In Situ and Ex Situ Observations of the Influence of Twin Boundaries on Heavy Ion Irradiation Damage Effects in 316L Austenitic Stainless Steels

  • G. Meric de BellefonEmail author
  • J. C. van Duysen
  • K. Sridharan
Conference paper
Part of the The Minerals, Metals & Materials Series book series (MMMS)

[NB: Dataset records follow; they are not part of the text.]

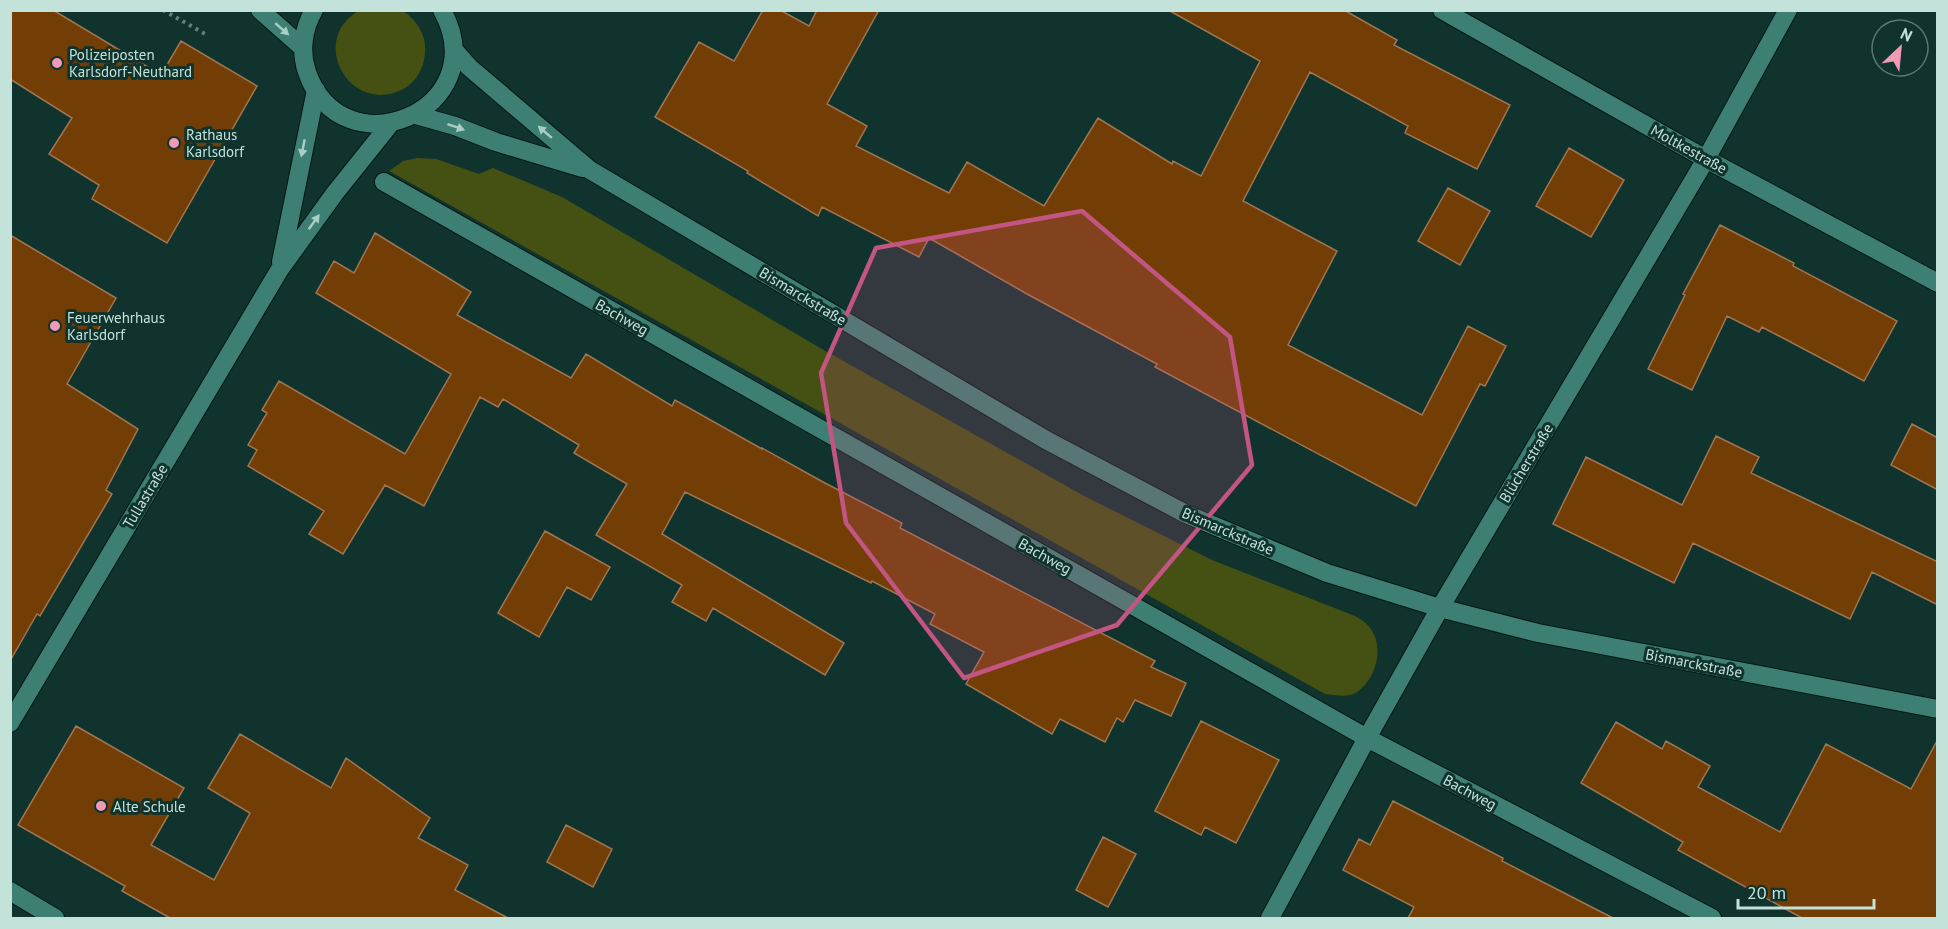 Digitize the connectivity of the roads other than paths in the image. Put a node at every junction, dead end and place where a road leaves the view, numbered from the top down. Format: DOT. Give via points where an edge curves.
graph roads {
  1 [pos="260,10"];
  2 [pos="314,10"];
  3 [pos="1442,10"];
  4 [pos="1788,10"];
  5 [pos="446,13"];
  6 [pos="303,48"];
  7 [pos="454,50"];
  8 [pos="316,90"];
  9 [pos="416,115"];
  10 [pos="391,123"];
  11 [pos="1706,159"];
  12 [pos="590,170"];
  13 [pos="384,182"];
  14 [pos="280,269"];
  15 [pos="1938,283"];
  16 [pos="1440,608"];
  17 [pos="1938,709"];
  18 [pos="10,723"];
  19 [pos="1367,738"];
  20 [pos="10,891"];
  21 [pos="55,918"];
  22 [pos="1270,918"];
  23 [pos="1712,918"];
  1 -- 6 [label="street, one-way"];
  2 -- 6 [label="street"];
  3 -- 11 [label="street, Moltkestraße"];
  4 -- 11 [label="street, Blücherstraße"];
  5 -- 7 [label="street"];
  6 -- 8 [label="street" via="304,63"];
  7 -- 9 [label="street" via="443,88"];
  12 -- 7 [label="street, Bismarckstraße, one-way"];
  8 -- 10 [label="street" via="343,116 366,124"];
  8 -- 14 [label="street, Tullastraße, one-way"];
  9 -- 10 [label="street"];
  9 -- 12 [label="street, Bismarckstraße, one-way"];
  14 -- 10 [label="street, Tullastraße, one-way"];
  11 -- 15 [label="street, Moltkestraße"];
  11 -- 16 [label="street, Blücherstraße"];
  12 -- 16 [label="street, Bismarckstraße" via="1046,440 1186,514 1327,573"];
  13 -- 19 [label="street, Bachweg"];
  14 -- 18 [label="street, Tullastraße"];
  16 -- 17 [label="street, Bismarckstraße" via="1539,633"];
  16 -- 19 [label="street, Blücherstraße"];
  19 -- 22 [label="street, Blücherstraße"];
  19 -- 23 [label="street, Bachweg"];
  20 -- 21 [label="street"];
}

Austenitic stainless steels are widely used in Light Water Reactors (LWR) in annealed or cold-worked conditions. Their in-service temperature ranges between 270 and 370 °C, and in some regions of the reactor they can receive radiation damage levels up to about 4 dpa/year. Radiation can induce defects such as micro-compositional segregation and formation of microstructural defects such as dislocation loops, stacking fault tetrahedra, precipitates, and voids, which may undermine corrosion and mechanical properties. One consequence of these damage effects is irradiation-assisted stress corrosion cracking (IASCC), which is one of the most important degradation mechanisms in austenitic stainless steels in LWR.

It is well-known that interfaces in materials can act as defect sinks for radiation induced defects and thus can reduce neutron-induced damage (or slow down damage accumulation with dose) [1]. In addition to grain boundaries, polycrystalline austenitic stainless steels...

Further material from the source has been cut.